** Required work **
Your job is to report every line of the entries that has "улица".

** Data to use **

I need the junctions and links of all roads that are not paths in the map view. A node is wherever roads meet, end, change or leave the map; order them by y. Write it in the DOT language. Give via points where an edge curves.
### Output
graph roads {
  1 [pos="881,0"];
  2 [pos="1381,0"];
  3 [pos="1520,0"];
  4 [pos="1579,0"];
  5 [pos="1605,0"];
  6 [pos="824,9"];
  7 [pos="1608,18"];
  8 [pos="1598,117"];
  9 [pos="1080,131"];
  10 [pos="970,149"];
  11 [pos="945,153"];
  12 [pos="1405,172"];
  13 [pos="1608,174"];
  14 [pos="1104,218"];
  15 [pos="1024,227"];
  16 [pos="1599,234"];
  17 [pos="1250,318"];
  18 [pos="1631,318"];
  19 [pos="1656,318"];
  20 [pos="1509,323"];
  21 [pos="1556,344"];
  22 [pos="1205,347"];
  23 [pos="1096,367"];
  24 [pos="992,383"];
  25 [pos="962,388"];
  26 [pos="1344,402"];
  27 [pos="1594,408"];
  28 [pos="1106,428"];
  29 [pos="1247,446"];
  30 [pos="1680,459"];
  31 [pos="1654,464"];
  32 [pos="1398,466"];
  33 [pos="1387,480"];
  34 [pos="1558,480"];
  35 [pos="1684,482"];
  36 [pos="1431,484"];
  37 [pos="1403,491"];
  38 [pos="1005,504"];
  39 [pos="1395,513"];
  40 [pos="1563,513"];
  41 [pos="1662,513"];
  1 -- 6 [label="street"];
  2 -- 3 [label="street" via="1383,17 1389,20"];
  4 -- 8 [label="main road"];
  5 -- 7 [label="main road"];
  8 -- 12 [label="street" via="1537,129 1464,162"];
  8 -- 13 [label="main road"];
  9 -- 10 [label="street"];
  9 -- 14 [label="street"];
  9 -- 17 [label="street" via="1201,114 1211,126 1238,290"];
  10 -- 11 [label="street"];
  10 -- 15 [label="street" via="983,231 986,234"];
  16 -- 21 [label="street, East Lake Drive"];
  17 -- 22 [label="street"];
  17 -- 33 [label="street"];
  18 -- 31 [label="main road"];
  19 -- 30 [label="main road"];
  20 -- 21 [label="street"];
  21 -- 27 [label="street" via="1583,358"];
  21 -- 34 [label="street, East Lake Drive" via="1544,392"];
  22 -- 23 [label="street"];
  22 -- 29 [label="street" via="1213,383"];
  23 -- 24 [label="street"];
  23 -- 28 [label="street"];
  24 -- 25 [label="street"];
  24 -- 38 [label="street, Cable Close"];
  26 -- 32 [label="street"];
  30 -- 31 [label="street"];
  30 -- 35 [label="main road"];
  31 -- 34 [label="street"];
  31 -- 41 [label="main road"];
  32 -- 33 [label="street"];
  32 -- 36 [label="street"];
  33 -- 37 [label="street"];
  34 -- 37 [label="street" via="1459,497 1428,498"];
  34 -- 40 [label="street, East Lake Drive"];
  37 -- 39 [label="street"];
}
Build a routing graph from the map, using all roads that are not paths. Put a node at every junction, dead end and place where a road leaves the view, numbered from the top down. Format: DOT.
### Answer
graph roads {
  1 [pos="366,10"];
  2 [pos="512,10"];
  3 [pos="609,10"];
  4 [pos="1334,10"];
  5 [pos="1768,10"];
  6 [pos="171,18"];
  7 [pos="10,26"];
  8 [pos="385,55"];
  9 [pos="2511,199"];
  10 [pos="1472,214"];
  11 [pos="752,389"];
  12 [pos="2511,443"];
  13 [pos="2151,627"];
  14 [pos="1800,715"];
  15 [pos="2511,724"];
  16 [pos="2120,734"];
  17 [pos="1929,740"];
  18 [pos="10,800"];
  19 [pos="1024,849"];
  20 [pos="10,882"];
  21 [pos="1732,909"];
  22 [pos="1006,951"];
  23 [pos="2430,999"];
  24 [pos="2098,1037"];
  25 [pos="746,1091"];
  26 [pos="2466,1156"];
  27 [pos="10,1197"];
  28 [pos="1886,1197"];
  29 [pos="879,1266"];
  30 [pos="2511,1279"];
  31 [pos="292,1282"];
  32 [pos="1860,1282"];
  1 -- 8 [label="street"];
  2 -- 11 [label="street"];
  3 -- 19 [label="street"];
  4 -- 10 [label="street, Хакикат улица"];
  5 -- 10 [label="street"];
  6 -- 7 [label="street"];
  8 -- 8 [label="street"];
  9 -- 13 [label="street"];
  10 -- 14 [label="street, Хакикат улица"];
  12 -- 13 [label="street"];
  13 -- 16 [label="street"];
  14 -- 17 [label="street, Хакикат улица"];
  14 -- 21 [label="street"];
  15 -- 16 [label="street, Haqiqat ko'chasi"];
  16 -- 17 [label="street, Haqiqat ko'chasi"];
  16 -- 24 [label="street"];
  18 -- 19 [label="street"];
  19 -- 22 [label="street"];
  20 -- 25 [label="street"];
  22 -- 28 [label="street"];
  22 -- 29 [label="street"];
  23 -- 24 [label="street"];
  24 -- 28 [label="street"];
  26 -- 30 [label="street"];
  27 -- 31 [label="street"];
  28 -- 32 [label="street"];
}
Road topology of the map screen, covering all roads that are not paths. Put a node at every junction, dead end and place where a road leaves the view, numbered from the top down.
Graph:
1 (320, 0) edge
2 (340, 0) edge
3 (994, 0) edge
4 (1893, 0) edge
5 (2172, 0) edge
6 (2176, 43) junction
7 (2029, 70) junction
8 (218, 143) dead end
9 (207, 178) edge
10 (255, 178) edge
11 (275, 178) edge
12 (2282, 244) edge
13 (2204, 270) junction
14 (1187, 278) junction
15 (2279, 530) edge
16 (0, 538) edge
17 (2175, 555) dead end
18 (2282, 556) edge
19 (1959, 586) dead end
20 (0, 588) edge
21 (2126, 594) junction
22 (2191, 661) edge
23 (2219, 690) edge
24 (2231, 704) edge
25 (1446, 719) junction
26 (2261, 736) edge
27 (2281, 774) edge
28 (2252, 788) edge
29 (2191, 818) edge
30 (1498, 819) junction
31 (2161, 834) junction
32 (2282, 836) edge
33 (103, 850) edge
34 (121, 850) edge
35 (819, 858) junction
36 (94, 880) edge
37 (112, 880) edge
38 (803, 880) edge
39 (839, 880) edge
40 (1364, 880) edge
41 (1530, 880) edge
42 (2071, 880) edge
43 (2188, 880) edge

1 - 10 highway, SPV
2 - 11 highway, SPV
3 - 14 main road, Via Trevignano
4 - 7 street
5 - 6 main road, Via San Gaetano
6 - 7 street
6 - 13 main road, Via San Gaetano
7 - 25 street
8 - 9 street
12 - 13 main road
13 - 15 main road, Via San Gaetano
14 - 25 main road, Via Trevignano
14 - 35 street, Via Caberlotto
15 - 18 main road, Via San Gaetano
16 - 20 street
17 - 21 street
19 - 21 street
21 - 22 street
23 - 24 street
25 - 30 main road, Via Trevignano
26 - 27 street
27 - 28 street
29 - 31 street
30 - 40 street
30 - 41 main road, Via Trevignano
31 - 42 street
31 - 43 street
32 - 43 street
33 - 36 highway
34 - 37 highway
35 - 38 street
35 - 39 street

** Output for this exercise **
  4 -- 10 [label="street, Хакикат улица"];
  10 -- 14 [label="street, Хакикат улица"];
  14 -- 17 [label="street, Хакикат улица"];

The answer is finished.